> **WHAT THE TASK REQUIRES**
The records that follow are to be repeated exactly, in full.

> **Saved entries**
------------------------------
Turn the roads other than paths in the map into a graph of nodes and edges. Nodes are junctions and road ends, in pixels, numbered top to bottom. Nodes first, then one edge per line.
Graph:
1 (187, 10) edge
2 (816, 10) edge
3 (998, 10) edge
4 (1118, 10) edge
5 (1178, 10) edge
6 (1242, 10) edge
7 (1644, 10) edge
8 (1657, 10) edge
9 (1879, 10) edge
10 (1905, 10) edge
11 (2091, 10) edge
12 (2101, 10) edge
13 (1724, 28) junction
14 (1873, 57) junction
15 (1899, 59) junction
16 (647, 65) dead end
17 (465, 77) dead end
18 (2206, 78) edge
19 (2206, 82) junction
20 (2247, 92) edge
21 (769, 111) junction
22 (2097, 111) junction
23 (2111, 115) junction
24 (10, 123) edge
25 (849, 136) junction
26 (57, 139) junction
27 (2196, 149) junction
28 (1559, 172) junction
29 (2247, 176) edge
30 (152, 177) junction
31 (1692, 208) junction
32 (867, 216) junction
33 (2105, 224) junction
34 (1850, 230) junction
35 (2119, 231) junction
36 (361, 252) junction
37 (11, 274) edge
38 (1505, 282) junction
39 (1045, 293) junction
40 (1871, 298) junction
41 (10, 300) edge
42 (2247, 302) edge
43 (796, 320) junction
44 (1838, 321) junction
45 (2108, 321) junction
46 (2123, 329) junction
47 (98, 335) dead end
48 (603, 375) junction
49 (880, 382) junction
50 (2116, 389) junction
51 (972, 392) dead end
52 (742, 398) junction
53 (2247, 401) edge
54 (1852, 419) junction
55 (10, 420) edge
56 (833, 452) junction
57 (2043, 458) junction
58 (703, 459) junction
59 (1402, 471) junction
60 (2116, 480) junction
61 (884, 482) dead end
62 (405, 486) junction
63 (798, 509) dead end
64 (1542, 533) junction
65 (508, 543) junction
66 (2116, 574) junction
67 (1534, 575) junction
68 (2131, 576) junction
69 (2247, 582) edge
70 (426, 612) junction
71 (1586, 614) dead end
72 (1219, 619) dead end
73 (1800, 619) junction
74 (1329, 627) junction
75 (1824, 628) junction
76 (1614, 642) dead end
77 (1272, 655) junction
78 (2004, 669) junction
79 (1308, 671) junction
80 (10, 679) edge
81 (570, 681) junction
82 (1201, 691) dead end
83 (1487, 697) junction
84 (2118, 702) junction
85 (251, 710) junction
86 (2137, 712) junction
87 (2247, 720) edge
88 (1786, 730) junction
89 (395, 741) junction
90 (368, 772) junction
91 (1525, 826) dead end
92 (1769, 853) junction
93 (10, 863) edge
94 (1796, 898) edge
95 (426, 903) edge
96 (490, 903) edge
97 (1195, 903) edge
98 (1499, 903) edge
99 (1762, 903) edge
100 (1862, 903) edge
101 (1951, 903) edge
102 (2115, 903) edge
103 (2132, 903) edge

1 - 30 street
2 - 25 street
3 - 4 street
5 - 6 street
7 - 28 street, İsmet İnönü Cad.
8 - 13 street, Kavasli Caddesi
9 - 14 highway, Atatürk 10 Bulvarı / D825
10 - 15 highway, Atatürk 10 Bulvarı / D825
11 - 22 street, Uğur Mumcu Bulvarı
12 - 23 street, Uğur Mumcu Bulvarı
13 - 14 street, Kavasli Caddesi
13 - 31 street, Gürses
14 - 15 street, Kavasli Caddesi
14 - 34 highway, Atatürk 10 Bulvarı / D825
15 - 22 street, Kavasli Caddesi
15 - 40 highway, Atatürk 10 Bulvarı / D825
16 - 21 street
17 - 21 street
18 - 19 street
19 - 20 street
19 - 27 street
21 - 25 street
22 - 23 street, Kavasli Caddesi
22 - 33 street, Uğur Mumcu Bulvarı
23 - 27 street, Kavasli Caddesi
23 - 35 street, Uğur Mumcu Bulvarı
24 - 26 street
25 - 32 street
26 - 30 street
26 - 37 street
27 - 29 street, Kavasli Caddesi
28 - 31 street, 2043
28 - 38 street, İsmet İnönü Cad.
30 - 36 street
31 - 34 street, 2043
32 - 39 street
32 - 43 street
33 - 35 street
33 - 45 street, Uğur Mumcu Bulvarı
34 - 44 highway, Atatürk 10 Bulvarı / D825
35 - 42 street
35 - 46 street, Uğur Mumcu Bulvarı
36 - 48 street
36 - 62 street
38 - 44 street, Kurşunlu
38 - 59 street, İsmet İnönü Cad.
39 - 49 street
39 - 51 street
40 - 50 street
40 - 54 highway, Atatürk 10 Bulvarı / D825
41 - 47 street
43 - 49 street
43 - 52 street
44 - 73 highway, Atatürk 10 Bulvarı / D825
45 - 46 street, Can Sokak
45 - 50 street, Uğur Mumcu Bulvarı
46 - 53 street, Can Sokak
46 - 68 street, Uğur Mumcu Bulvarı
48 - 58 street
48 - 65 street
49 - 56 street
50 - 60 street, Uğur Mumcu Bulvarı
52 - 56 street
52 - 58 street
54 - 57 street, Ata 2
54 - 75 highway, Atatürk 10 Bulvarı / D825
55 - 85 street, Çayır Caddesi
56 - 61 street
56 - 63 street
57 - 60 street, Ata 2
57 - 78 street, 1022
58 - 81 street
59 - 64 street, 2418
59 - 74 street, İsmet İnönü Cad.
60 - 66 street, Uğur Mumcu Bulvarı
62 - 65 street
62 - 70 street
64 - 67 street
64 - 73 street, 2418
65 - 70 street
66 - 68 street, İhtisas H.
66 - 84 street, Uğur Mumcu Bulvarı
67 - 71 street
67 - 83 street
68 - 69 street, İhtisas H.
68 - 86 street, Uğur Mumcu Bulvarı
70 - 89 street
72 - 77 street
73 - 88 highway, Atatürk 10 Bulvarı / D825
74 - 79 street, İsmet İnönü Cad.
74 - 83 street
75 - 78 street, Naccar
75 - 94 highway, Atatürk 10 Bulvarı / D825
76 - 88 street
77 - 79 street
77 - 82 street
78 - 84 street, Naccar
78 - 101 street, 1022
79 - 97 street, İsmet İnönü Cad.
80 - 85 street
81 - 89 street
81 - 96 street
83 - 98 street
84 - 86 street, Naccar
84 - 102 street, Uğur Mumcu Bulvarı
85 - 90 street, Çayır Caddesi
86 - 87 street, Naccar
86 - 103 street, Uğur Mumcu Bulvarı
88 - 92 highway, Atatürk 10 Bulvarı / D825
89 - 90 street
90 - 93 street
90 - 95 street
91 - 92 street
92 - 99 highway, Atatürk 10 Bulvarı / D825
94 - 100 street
------------------------------
> **EXERCISE SOLUTION**
Turn the roads other than paths in the map into a graph of nodes and edges. Nodes are junctions and road ends, in pixels, numbered top to bottom. Nodes first, then one edge per line.
Graph:
1 (187, 10) edge
2 (816, 10) edge
3 (998, 10) edge
4 (1118, 10) edge
5 (1178, 10) edge
6 (1242, 10) edge
7 (1644, 10) edge
8 (1657, 10) edge
9 (1879, 10) edge
10 (1905, 10) edge
11 (2091, 10) edge
12 (2101, 10) edge
13 (1724, 28) junction
14 (1873, 57) junction
15 (1899, 59) junction
16 (647, 65) dead end
17 (465, 77) dead end
18 (2206, 78) edge
19 (2206, 82) junction
20 (2247, 92) edge
21 (769, 111) junction
22 (2097, 111) junction
23 (2111, 115) junction
24 (10, 123) edge
25 (849, 136) junction
26 (57, 139) junction
27 (2196, 149) junction
28 (1559, 172) junction
29 (2247, 176) edge
30 (152, 177) junction
31 (1692, 208) junction
32 (867, 216) junction
33 (2105, 224) junction
34 (1850, 230) junction
35 (2119, 231) junction
36 (361, 252) junction
37 (11, 274) edge
38 (1505, 282) junction
39 (1045, 293) junction
40 (1871, 298) junction
41 (10, 300) edge
42 (2247, 302) edge
43 (796, 320) junction
44 (1838, 321) junction
45 (2108, 321) junction
46 (2123, 329) junction
47 (98, 335) dead end
48 (603, 375) junction
49 (880, 382) junction
50 (2116, 389) junction
51 (972, 392) dead end
52 (742, 398) junction
53 (2247, 401) edge
54 (1852, 419) junction
55 (10, 420) edge
56 (833, 452) junction
57 (2043, 458) junction
58 (703, 459) junction
59 (1402, 471) junction
60 (2116, 480) junction
61 (884, 482) dead end
62 (405, 486) junction
63 (798, 509) dead end
64 (1542, 533) junction
65 (508, 543) junction
66 (2116, 574) junction
67 (1534, 575) junction
68 (2131, 576) junction
69 (2247, 582) edge
70 (426, 612) junction
71 (1586, 614) dead end
72 (1219, 619) dead end
73 (1800, 619) junction
74 (1329, 627) junction
75 (1824, 628) junction
76 (1614, 642) dead end
77 (1272, 655) junction
78 (2004, 669) junction
79 (1308, 671) junction
80 (10, 679) edge
81 (570, 681) junction
82 (1201, 691) dead end
83 (1487, 697) junction
84 (2118, 702) junction
85 (251, 710) junction
86 (2137, 712) junction
87 (2247, 720) edge
88 (1786, 730) junction
89 (395, 741) junction
90 (368, 772) junction
91 (1525, 826) dead end
92 (1769, 853) junction
93 (10, 863) edge
94 (1796, 898) edge
95 (426, 903) edge
96 (490, 903) edge
97 (1195, 903) edge
98 (1499, 903) edge
99 (1762, 903) edge
100 (1862, 903) edge
101 (1951, 903) edge
102 (2115, 903) edge
103 (2132, 903) edge

1 - 30 street
2 - 25 street
3 - 4 street
5 - 6 street
7 - 28 street, İsmet İnönü Cad.
8 - 13 street, Kavasli Caddesi
9 - 14 highway, Atatürk 10 Bulvarı / D825
10 - 15 highway, Atatürk 10 Bulvarı / D825
11 - 22 street, Uğur Mumcu Bulvarı
12 - 23 street, Uğur Mumcu Bulvarı
13 - 14 street, Kavasli Caddesi
13 - 31 street, Gürses
14 - 15 street, Kavasli Caddesi
14 - 34 highway, Atatürk 10 Bulvarı / D825
15 - 22 street, Kavasli Caddesi
15 - 40 highway, Atatürk 10 Bulvarı / D825
16 - 21 street
17 - 21 street
18 - 19 street
19 - 20 street
19 - 27 street
21 - 25 street
22 - 23 street, Kavasli Caddesi
22 - 33 street, Uğur Mumcu Bulvarı
23 - 27 street, Kavasli Caddesi
23 - 35 street, Uğur Mumcu Bulvarı
24 - 26 street
25 - 32 street
26 - 30 street
26 - 37 street
27 - 29 street, Kavasli Caddesi
28 - 31 street, 2043
28 - 38 street, İsmet İnönü Cad.
30 - 36 street
31 - 34 street, 2043
32 - 39 street
32 - 43 street
33 - 35 street
33 - 45 street, Uğur Mumcu Bulvarı
34 - 44 highway, Atatürk 10 Bulvarı / D825
35 - 42 street
35 - 46 street, Uğur Mumcu Bulvarı
36 - 48 street
36 - 62 street
38 - 44 street, Kurşunlu
38 - 59 street, İsmet İnönü Cad.
39 - 49 street
39 - 51 street
40 - 50 street
40 - 54 highway, Atatürk 10 Bulvarı / D825
41 - 47 street
43 - 49 street
43 - 52 street
44 - 73 highway, Atatürk 10 Bulvarı / D825
45 - 46 street, Can Sokak
45 - 50 street, Uğur Mumcu Bulvarı
46 - 53 street, Can Sokak
46 - 68 street, Uğur Mumcu Bulvarı
48 - 58 street
48 - 65 street
49 - 56 street
50 - 60 street, Uğur Mumcu Bulvarı
52 - 56 street
52 - 58 street
54 - 57 street, Ata 2
54 - 75 highway, Atatürk 10 Bulvarı / D825
55 - 85 street, Çayır Caddesi
56 - 61 street
56 - 63 street
57 - 60 street, Ata 2
57 - 78 street, 1022
58 - 81 street
59 - 64 street, 2418
59 - 74 street, İsmet İnönü Cad.
60 - 66 street, Uğur Mumcu Bulvarı
62 - 65 street
62 - 70 street
64 - 67 street
64 - 73 street, 2418
65 - 70 street
66 - 68 street, İhtisas H.
66 - 84 street, Uğur Mumcu Bulvarı
67 - 71 street
67 - 83 street
68 - 69 street, İhtisas H.
68 - 86 street, Uğur Mumcu Bulvarı
70 - 89 street
72 - 77 street
73 - 88 highway, Atatürk 10 Bulvarı / D825
74 - 79 street, İsmet İnönü Cad.
74 - 83 street
75 - 78 street, Naccar
75 - 94 highway, Atatürk 10 Bulvarı / D825
76 - 88 street
77 - 79 street
77 - 82 street
78 - 84 street, Naccar
78 - 101 street, 1022
79 - 97 street, İsmet İnönü Cad.
80 - 85 street
81 - 89 street
81 - 96 street
83 - 98 street
84 - 86 street, Naccar
84 - 102 street, Uğur Mumcu Bulvarı
85 - 90 street, Çayır Caddesi
86 - 87 street, Naccar
86 - 103 street, Uğur Mumcu Bulvarı
88 - 92 highway, Atatürk 10 Bulvarı / D825
89 - 90 street
90 - 93 street
90 - 95 street
91 - 92 street
92 - 99 highway, Atatürk 10 Bulvarı / D825
94 - 100 street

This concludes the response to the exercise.